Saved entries
BEGIN

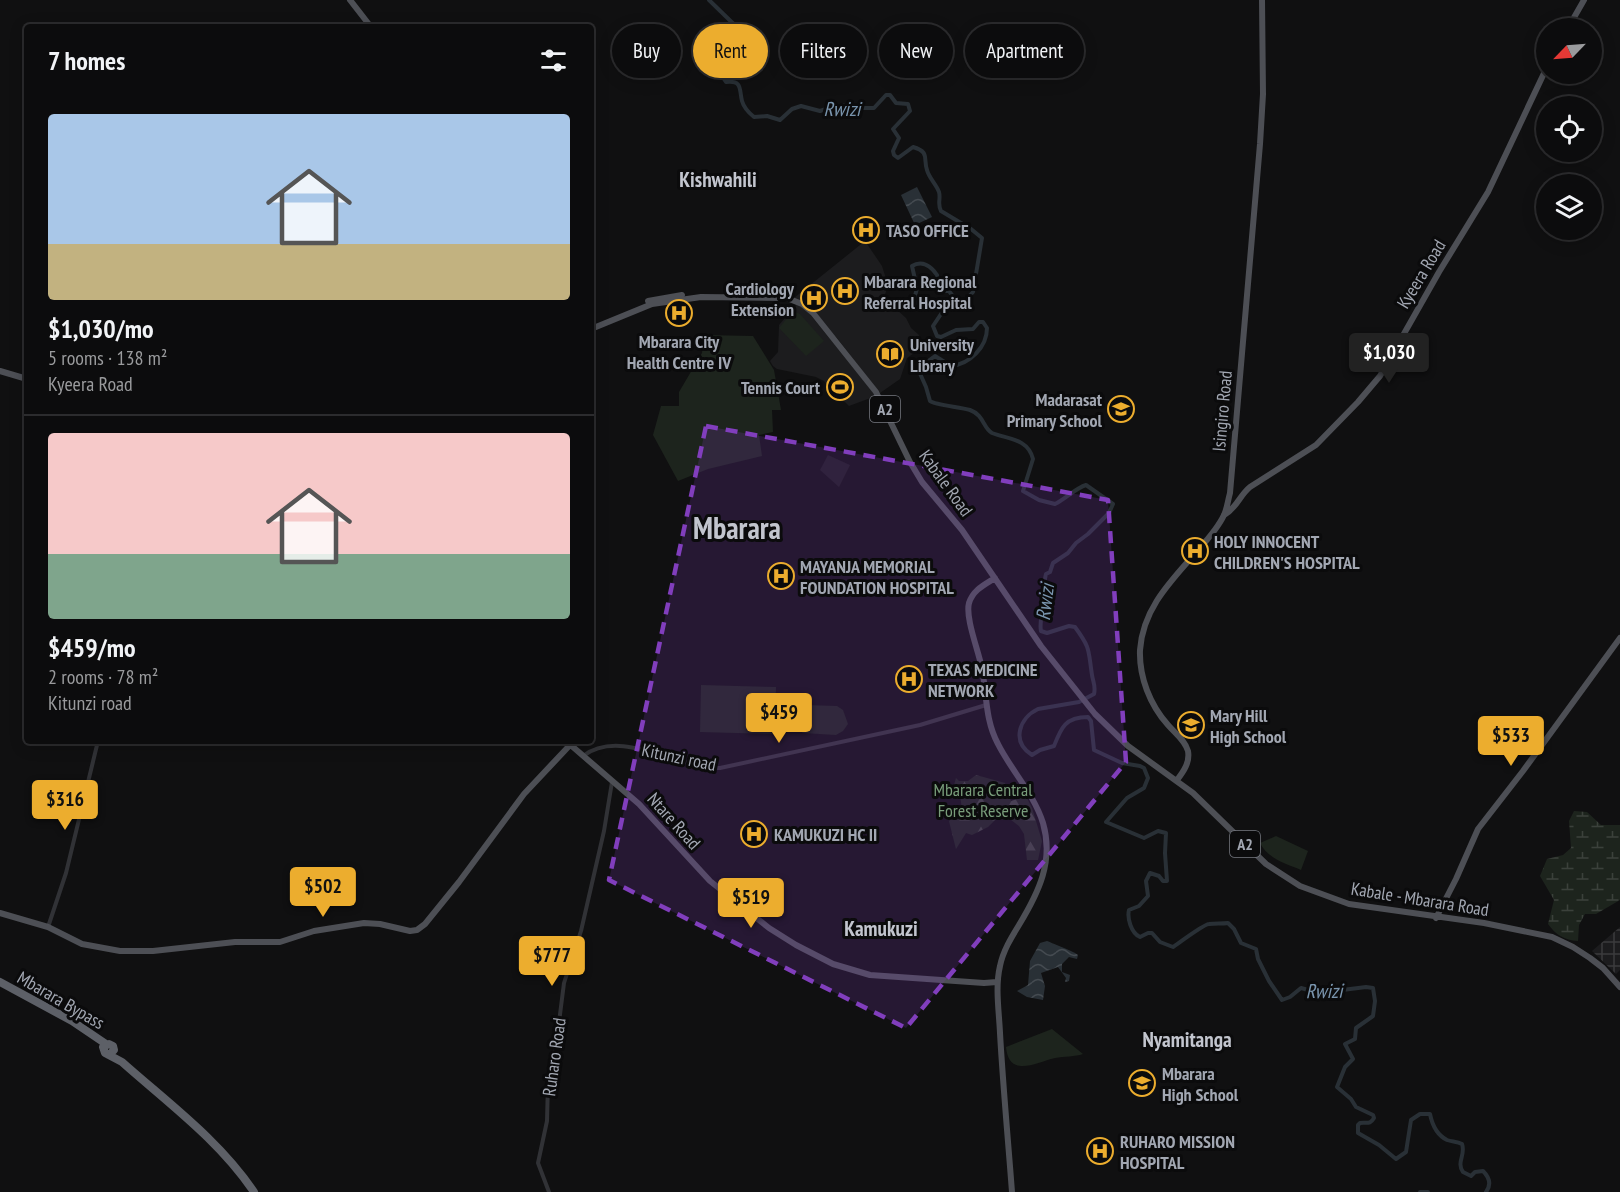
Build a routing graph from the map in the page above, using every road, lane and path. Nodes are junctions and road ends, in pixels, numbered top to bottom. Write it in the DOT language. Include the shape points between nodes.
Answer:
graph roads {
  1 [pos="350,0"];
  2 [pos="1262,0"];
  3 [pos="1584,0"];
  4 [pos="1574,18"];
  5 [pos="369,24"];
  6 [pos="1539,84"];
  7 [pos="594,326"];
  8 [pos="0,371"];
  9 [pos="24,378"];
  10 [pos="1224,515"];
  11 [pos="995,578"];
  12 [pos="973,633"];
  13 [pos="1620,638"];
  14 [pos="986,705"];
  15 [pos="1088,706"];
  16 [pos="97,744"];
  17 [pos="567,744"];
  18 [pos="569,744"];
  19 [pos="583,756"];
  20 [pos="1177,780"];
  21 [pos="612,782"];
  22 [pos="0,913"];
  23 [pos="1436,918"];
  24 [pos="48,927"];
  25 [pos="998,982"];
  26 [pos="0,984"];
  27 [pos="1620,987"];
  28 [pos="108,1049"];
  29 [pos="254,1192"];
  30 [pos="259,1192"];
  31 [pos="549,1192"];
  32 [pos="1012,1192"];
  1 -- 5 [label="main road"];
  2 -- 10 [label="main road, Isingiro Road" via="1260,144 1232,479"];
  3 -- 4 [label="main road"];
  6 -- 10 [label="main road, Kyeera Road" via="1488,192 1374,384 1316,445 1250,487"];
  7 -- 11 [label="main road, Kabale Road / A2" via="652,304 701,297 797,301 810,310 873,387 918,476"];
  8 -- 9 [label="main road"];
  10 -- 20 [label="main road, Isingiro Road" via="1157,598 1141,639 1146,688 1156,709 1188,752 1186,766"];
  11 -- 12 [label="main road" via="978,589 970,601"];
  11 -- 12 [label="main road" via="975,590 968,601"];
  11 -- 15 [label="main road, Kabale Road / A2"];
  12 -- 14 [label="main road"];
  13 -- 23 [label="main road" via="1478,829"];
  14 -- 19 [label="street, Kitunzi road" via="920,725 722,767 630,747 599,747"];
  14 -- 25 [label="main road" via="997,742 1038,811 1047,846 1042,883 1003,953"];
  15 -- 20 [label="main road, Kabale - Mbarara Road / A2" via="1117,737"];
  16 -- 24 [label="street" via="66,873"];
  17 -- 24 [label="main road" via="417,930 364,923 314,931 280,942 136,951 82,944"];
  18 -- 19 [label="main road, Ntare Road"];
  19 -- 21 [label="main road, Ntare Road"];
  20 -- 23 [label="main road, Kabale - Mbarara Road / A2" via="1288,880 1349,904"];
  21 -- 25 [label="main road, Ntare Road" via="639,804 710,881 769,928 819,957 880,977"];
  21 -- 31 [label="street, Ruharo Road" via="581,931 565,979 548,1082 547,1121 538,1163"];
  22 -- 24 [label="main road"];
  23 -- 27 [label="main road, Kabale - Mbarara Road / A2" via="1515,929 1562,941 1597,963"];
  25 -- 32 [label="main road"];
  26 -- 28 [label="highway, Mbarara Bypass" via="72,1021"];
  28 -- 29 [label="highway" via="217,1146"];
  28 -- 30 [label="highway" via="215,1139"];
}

END

WHAT THE TASK ASKS: Please return the lines above exactly, with the pictures omitted.

SOLUTION TO THE EXERCISE:
Build a routing graph from the map in the page above, using every road, lane and path. Nodes are junctions and road ends, in pixels, numbered top to bottom. Write it in the DOT language. Include the shape points between nodes.
Answer:
graph roads {
  1 [pos="350,0"];
  2 [pos="1262,0"];
  3 [pos="1584,0"];
  4 [pos="1574,18"];
  5 [pos="369,24"];
  6 [pos="1539,84"];
  7 [pos="594,326"];
  8 [pos="0,371"];
  9 [pos="24,378"];
  10 [pos="1224,515"];
  11 [pos="995,578"];
  12 [pos="973,633"];
  13 [pos="1620,638"];
  14 [pos="986,705"];
  15 [pos="1088,706"];
  16 [pos="97,744"];
  17 [pos="567,744"];
  18 [pos="569,744"];
  19 [pos="583,756"];
  20 [pos="1177,780"];
  21 [pos="612,782"];
  22 [pos="0,913"];
  23 [pos="1436,918"];
  24 [pos="48,927"];
  25 [pos="998,982"];
  26 [pos="0,984"];
  27 [pos="1620,987"];
  28 [pos="108,1049"];
  29 [pos="254,1192"];
  30 [pos="259,1192"];
  31 [pos="549,1192"];
  32 [pos="1012,1192"];
  1 -- 5 [label="main road"];
  2 -- 10 [label="main road, Isingiro Road" via="1260,144 1232,479"];
  3 -- 4 [label="main road"];
  6 -- 10 [label="main road, Kyeera Road" via="1488,192 1374,384 1316,445 1250,487"];
  7 -- 11 [label="main road, Kabale Road / A2" via="652,304 701,297 797,301 810,310 873,387 918,476"];
  8 -- 9 [label="main road"];
  10 -- 20 [label="main road, Isingiro Road" via="1157,598 1141,639 1146,688 1156,709 1188,752 1186,766"];
  11 -- 12 [label="main road" via="978,589 970,601"];
  11 -- 12 [label="main road" via="975,590 968,601"];
  11 -- 15 [label="main road, Kabale Road / A2"];
  12 -- 14 [label="main road"];
  13 -- 23 [label="main road" via="1478,829"];
  14 -- 19 [label="street, Kitunzi road" via="920,725 722,767 630,747 599,747"];
  14 -- 25 [label="main road" via="997,742 1038,811 1047,846 1042,883 1003,953"];
  15 -- 20 [label="main road, Kabale - Mbarara Road / A2" via="1117,737"];
  16 -- 24 [label="street" via="66,873"];
  17 -- 24 [label="main road" via="417,930 364,923 314,931 280,942 136,951 82,944"];
  18 -- 19 [label="main road, Ntare Road"];
  19 -- 21 [label="main road, Ntare Road"];
  20 -- 23 [label="main road, Kabale - Mbarara Road / A2" via="1288,880 1349,904"];
  21 -- 25 [label="main road, Ntare Road" via="639,804 710,881 769,928 819,957 880,977"];
  21 -- 31 [label="street, Ruharo Road" via="581,931 565,979 548,1082 547,1121 538,1163"];
  22 -- 24 [label="main road"];
  23 -- 27 [label="main road, Kabale - Mbarara Road / A2" via="1515,929 1562,941 1597,963"];
  25 -- 32 [label="main road"];
  26 -- 28 [label="highway, Mbarara Bypass" via="72,1021"];
  28 -- 29 [label="highway" via="217,1146"];
  28 -- 30 [label="highway" via="215,1139"];
}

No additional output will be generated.